Interesting that radio is a business. It loses revenue quarter after quarter.

Radio is a business made up of lots of companies and lots of people. It's not just one thing. I suspect most of the Buffalo clusters are making money.

One thing that's hurting radio revenue now is the ownership of boat-anchor AMs like the one in this thread.
 
Interesting. Radio is a business that

Interesting that radio is a business. It loses revenue quarter after quarter. You who knows everything about it tells me if I don't like it to move on. Not an investor in major broadcast stock I am guessing. Thanks by the way for quoting a couple of innovative things out of 16,000 things being broadcast on all those stations. You made my prediction come true . I had to look up Shredd and Regan so you are correct about them. I have known of Bauerle since the 80s (I think) where he did mid days. So you're only 50/50 on that. I am disappointed because I was sure you know everything
I am not really sure what you are saying. No disrespect intended. I can tell you for a fact that the major groups are making a good profit in Buffalo. I can tell you that as well with my station.

However, overall the profit is not enough to cover the debt with the major companies. The problem is the debt, not the cash-flow.

Radio is still a great business for those who have operated it right. Again, I know for a fact that the three bigger companies in Buffalo radio profit millions per year.

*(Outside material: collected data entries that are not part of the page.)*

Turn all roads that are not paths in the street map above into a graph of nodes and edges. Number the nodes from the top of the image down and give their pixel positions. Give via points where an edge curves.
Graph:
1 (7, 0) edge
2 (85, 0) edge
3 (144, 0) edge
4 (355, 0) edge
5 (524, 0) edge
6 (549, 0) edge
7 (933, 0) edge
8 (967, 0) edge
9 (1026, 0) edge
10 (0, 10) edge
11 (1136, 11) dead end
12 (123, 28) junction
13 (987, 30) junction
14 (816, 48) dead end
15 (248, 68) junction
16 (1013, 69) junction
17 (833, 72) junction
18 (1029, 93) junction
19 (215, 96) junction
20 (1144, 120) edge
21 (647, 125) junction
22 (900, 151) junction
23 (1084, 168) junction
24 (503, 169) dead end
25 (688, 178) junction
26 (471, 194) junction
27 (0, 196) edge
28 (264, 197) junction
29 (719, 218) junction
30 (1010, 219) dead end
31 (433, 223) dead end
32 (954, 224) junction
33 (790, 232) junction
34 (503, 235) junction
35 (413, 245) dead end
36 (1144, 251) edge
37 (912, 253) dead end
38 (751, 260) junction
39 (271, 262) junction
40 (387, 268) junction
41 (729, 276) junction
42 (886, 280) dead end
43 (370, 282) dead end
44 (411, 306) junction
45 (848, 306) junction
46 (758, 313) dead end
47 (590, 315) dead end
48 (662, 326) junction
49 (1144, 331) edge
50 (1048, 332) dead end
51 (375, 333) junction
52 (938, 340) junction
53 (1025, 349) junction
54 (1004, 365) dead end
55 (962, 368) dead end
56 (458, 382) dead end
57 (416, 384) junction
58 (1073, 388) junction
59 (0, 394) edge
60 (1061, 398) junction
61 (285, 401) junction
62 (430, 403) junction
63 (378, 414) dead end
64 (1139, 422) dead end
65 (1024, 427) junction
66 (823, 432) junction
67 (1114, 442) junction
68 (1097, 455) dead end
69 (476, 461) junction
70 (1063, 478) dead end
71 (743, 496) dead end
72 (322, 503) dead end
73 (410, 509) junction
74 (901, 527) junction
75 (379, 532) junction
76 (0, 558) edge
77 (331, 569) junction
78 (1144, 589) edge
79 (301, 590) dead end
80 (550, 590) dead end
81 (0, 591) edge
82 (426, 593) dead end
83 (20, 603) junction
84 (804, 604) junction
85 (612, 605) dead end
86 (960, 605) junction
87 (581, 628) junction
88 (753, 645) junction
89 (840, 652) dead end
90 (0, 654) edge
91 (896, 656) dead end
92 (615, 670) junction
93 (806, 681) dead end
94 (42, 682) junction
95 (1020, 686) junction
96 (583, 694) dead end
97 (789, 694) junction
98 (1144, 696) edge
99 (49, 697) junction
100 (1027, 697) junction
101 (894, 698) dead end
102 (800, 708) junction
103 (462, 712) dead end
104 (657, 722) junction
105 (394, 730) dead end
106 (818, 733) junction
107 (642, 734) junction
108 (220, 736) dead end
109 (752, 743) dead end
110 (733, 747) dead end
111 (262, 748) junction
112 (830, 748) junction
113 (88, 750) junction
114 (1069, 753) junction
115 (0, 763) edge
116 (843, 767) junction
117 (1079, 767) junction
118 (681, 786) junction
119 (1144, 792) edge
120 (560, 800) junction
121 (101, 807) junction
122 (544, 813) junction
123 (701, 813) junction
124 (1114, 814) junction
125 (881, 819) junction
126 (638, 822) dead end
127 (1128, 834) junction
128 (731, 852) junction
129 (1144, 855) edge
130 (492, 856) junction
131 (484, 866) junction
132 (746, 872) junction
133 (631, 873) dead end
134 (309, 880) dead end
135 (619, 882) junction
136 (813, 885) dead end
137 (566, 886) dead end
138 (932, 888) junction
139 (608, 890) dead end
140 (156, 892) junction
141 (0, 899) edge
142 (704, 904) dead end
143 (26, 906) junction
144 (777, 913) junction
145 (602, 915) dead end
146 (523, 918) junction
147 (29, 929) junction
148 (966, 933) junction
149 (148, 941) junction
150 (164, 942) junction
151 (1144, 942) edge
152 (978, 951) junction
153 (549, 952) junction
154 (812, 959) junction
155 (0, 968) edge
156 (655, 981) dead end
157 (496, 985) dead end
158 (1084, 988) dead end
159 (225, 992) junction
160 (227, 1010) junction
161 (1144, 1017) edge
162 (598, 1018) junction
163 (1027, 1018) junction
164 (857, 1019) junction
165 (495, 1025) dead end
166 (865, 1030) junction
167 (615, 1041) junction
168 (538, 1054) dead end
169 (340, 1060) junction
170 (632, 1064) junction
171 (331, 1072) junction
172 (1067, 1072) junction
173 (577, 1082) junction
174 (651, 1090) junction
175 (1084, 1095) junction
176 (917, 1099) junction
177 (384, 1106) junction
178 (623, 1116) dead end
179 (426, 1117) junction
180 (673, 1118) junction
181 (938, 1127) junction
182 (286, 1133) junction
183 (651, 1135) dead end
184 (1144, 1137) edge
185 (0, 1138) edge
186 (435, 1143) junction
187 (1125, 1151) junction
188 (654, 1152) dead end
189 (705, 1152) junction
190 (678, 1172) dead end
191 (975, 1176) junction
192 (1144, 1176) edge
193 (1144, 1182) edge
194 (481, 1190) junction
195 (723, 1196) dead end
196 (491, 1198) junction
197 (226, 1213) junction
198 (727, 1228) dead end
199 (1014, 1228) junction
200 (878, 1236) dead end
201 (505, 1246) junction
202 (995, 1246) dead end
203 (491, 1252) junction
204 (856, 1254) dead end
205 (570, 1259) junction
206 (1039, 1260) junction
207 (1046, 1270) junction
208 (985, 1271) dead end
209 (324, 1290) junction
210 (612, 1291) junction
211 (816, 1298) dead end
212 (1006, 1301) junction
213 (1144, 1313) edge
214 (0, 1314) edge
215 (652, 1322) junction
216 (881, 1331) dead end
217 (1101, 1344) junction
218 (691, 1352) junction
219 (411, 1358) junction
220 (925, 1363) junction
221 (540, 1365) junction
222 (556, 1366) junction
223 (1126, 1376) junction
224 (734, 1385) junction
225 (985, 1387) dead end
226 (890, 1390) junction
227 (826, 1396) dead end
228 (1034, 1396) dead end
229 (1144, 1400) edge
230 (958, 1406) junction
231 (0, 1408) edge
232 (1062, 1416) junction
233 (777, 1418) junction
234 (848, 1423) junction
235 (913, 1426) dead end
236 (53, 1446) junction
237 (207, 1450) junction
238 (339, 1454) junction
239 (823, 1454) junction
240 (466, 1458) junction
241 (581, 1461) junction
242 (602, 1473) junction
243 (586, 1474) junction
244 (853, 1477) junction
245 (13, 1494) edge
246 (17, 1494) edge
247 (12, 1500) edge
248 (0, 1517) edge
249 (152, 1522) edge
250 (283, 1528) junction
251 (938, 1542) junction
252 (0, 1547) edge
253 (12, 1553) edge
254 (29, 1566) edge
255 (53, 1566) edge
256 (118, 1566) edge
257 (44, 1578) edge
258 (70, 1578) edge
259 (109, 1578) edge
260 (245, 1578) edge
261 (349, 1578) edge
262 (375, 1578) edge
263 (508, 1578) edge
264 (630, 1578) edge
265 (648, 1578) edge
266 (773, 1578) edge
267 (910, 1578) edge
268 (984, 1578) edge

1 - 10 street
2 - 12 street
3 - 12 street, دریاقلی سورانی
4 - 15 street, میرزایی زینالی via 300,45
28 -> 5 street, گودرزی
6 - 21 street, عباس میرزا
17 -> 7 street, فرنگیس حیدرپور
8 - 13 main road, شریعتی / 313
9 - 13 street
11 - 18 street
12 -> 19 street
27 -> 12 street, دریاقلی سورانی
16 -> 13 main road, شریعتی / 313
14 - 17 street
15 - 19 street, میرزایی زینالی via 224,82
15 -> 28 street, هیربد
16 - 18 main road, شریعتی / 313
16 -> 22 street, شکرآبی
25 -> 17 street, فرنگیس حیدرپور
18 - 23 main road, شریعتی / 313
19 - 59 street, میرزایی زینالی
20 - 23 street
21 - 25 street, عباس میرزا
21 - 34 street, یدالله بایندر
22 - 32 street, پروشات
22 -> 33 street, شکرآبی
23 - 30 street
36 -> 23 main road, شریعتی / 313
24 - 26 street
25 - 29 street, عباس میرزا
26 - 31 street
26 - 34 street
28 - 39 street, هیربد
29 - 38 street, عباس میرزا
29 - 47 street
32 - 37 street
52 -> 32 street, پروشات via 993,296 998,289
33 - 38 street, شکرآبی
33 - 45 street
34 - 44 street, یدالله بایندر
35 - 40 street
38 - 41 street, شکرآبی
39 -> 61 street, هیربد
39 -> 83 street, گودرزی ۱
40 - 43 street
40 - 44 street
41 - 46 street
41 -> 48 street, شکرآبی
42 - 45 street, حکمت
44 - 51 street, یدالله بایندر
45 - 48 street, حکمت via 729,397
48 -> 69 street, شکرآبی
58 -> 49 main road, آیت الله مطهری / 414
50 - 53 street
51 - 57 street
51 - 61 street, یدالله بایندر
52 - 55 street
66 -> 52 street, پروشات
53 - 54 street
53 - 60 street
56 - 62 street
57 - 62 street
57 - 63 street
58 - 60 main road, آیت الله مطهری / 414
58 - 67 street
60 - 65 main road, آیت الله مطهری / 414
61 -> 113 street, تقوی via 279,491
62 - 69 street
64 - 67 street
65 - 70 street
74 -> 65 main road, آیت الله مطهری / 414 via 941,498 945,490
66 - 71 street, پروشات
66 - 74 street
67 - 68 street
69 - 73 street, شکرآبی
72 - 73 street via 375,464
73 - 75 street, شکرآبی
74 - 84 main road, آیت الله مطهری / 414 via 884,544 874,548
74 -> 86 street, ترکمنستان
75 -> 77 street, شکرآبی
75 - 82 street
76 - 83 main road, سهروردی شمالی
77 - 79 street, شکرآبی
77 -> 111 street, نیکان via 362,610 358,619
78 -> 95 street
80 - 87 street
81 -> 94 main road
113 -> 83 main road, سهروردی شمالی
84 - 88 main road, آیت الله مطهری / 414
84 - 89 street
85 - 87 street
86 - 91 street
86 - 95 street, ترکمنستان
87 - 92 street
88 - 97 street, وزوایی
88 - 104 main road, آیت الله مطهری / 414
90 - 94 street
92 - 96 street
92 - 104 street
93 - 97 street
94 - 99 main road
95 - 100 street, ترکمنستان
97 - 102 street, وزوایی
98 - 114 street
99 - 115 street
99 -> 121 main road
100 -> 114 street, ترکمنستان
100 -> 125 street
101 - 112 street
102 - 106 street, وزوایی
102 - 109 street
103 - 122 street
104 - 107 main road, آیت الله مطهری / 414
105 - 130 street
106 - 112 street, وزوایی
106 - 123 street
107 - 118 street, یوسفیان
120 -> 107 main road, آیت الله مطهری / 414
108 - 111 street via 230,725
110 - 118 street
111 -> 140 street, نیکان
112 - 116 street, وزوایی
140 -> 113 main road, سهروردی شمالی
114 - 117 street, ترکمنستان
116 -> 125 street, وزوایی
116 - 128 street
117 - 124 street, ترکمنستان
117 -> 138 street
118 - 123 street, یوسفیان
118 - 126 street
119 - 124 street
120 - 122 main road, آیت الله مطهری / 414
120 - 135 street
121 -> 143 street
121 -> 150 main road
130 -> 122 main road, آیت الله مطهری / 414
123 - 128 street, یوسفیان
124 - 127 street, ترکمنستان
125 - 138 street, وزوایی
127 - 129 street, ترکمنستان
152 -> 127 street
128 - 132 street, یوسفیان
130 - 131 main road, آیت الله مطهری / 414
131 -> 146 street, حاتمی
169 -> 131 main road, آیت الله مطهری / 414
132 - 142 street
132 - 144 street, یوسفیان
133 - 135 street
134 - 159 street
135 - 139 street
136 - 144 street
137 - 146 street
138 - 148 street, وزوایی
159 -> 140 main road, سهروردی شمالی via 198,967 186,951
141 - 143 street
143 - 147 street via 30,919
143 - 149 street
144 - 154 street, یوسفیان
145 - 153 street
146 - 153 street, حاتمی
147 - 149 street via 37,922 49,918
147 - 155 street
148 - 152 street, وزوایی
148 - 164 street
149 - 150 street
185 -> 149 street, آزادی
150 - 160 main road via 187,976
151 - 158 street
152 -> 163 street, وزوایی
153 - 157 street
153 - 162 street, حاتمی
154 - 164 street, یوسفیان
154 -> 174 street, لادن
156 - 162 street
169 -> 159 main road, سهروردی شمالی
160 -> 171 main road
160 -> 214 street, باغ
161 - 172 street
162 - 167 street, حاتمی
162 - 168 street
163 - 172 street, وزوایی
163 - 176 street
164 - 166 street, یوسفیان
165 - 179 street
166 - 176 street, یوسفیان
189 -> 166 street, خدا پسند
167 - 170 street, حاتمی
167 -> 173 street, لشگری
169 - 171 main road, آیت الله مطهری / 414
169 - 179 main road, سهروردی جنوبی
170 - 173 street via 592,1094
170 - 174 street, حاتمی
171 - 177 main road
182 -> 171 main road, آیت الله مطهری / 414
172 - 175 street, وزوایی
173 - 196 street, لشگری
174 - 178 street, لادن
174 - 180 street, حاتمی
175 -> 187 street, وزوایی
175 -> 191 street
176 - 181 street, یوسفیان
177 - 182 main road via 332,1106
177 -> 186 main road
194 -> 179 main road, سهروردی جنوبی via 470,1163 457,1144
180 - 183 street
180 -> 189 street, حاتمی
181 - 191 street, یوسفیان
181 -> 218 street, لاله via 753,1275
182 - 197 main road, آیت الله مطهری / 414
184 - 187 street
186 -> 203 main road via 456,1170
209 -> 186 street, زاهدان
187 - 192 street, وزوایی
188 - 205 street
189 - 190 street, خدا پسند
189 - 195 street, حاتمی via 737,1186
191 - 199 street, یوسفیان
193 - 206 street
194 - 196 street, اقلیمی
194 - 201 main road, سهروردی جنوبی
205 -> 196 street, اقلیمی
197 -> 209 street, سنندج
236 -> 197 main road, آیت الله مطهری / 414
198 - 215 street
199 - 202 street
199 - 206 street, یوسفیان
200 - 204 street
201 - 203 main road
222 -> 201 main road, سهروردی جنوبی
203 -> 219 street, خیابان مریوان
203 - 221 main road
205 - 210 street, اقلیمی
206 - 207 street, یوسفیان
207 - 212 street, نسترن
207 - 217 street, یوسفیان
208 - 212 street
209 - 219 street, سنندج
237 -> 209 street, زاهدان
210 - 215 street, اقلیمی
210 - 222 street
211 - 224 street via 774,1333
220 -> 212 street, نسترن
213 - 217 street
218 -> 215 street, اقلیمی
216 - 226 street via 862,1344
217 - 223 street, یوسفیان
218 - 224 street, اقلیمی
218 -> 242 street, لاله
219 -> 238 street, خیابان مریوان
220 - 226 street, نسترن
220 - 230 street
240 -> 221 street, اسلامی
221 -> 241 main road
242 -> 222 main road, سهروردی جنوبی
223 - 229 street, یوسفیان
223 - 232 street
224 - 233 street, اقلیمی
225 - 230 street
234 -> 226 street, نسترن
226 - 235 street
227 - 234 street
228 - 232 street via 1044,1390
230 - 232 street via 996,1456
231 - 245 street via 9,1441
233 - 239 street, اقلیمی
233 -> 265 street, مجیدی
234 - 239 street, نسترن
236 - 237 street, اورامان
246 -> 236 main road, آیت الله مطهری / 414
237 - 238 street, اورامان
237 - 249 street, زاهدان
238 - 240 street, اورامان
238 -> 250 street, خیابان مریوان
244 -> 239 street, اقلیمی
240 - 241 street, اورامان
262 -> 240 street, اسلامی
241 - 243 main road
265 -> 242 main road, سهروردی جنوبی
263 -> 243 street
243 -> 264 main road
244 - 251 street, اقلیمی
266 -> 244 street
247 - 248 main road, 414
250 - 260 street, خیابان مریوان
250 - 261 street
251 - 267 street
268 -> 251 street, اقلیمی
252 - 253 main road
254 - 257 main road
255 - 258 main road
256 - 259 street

I cannot share how I know, but I know.

I do not know about the other markets across the country, but I know it’s true in Buffalo
 
Radio is a business made up of lots of companies and lots of people. It's not just one thing. I suspect most of the Buffalo clusters are making money.

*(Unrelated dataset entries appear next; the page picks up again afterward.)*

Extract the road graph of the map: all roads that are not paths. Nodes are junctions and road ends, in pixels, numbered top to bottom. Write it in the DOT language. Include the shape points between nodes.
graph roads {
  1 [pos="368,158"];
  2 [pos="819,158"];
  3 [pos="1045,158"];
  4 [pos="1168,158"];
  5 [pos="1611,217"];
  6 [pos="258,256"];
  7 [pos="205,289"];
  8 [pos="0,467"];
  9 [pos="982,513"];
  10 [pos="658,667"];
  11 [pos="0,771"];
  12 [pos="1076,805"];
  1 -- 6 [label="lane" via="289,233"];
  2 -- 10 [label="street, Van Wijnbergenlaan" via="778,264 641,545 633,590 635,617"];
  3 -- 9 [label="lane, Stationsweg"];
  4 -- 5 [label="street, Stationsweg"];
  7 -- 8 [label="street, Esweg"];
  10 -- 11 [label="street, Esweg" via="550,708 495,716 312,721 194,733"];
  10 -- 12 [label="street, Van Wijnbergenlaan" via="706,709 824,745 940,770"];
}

One thing that's hurting radio revenue now is the ownership of boat-anchor AMs like the one in this thread.
I would disagree. This station could be making money. However, there is no effort in any direction to do so. The signal is solid.
 
I would disagree. This station could be making money. However, there is no effort in any direction to do so. The signal is solid.

This is what you said yesterday:

I can tell you this. I can’t see anyone doing anything with this station. It’s a 5KW Directional AM. Total waste. The rumor is Cumulus is in the bankruptcy line. Go figure.

Cumulus has tried several formats, but nothing local. It might be interesting to run as a non-profit like the old WNED.